By hand, we can verify that the three points above satisfy \(y = (1 + x)^2 = 1 + 2x + x^2\), so as a “test case” we can expect that our code outputs \(w_0 = 1, w_1 = 2, w_2 = 1\) (with a loss of 0).

Note that since unit test data is synthetic, the resulting trained models will be meaningless. For instance, the weights \(w_0 = 1, w_1 = 2, w_2 = 1\) mean nothing if our regression model aims to model car acceleration as a function of horsepower. This is expected – the sole purpose of unit test data is to ensure that code works correctly.

Using Unit Test Data

Run your project using unit test data until you can verify that your code and outputs are correct. Once you’ve done so, then you can initiate a long-running job on real data, with the piece of mind that it should run correctly. (As an intermediate step you may also elect to run your code on a sample of the full dataset, but remember, the unit data is not merely a sample).

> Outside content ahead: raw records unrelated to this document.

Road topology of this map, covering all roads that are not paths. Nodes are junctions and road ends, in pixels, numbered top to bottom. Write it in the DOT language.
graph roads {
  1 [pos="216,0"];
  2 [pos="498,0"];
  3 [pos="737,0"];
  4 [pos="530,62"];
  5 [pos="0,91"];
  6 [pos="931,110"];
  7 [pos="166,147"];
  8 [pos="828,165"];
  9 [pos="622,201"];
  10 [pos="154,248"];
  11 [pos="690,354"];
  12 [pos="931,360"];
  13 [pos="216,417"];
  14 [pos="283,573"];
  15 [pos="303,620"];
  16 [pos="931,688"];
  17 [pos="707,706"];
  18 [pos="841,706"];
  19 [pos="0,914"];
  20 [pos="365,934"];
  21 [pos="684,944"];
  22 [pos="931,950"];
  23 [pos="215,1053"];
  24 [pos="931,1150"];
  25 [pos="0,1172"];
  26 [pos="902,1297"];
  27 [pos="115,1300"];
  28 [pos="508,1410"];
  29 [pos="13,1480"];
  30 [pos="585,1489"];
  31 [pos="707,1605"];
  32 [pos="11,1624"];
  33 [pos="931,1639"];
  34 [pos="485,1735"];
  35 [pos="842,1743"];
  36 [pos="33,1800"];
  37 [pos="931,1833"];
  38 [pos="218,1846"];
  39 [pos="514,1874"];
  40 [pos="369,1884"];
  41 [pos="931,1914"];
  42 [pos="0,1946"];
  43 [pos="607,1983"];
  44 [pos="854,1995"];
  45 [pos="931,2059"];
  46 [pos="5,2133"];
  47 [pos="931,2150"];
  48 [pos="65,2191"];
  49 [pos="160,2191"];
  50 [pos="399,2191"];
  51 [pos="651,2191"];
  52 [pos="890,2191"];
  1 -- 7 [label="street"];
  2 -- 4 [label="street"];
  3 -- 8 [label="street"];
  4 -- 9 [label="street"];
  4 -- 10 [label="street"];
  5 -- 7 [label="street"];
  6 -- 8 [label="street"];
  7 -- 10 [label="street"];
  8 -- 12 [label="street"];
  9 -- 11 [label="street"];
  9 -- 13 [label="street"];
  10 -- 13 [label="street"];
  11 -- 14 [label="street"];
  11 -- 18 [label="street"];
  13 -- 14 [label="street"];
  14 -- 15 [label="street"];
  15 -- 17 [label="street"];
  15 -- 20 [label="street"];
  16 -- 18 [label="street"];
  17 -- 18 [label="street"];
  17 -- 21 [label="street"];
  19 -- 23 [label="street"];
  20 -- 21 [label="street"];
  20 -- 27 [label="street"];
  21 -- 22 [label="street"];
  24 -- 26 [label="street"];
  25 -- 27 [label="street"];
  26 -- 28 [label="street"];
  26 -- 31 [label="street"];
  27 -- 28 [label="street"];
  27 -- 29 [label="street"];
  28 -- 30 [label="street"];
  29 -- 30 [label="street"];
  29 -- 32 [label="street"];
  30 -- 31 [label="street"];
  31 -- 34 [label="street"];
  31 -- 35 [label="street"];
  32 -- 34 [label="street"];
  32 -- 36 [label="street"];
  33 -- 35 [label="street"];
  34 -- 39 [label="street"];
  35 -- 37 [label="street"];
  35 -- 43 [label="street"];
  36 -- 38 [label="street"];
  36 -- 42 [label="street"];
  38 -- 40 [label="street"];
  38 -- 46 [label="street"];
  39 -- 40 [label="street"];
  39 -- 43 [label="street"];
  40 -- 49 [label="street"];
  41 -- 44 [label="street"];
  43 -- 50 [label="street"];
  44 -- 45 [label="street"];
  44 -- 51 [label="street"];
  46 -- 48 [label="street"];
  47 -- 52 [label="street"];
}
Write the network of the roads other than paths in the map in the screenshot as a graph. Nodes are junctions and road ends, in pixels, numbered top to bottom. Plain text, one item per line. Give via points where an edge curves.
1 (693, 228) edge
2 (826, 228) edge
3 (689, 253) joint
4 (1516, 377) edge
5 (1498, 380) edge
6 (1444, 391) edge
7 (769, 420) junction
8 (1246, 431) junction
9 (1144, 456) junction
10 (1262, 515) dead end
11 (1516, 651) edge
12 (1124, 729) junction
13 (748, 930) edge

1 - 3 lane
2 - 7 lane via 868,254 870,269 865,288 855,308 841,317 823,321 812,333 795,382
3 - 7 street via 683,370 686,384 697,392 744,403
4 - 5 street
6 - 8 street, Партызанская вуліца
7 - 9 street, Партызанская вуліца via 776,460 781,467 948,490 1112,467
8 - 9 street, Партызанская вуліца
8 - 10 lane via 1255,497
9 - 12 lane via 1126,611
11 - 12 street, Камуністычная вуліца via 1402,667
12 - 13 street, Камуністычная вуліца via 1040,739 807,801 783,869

You’re encouraged to implement a test-data target, that runs the same code as the data target, but only on your unit test data. To train a model on your test data, you may run your build script with test-data as one of your many targets:

python run.py test-data features model

For instance, the above call to run.py should featurize unit test data and use that featurized data to train a model.

While you’re encouraged to implement a test-data target, you should more strongly consider implementing a test target, both for your Quarter 1 Project and for your Quarter 2 Project. The test target should behave the same as the all target discussed above, just on your unit test data – that is, it should build your entire project from scratch, using unit test data.

Note that in many cases, you won’t be able to make your data publicly available, though your code must remain public. As such, your test target may be the only way through which other people can run your code. We encourage you to use a test target so that we can use it to run your code, too!

This means that we (methodology staff) don’t need access to your “real” data in order to evaluate your project. While your reports and deliverables will be a result of real data, your submitted code will not include it. As mentioned in the Best Practices section, your actual data should never included in Git/version control, since it does not change. However, since unit test data is created by the developer and may change as the project evolves, it should be included in version control. For instance, you may place it in the test/testdata/ directory.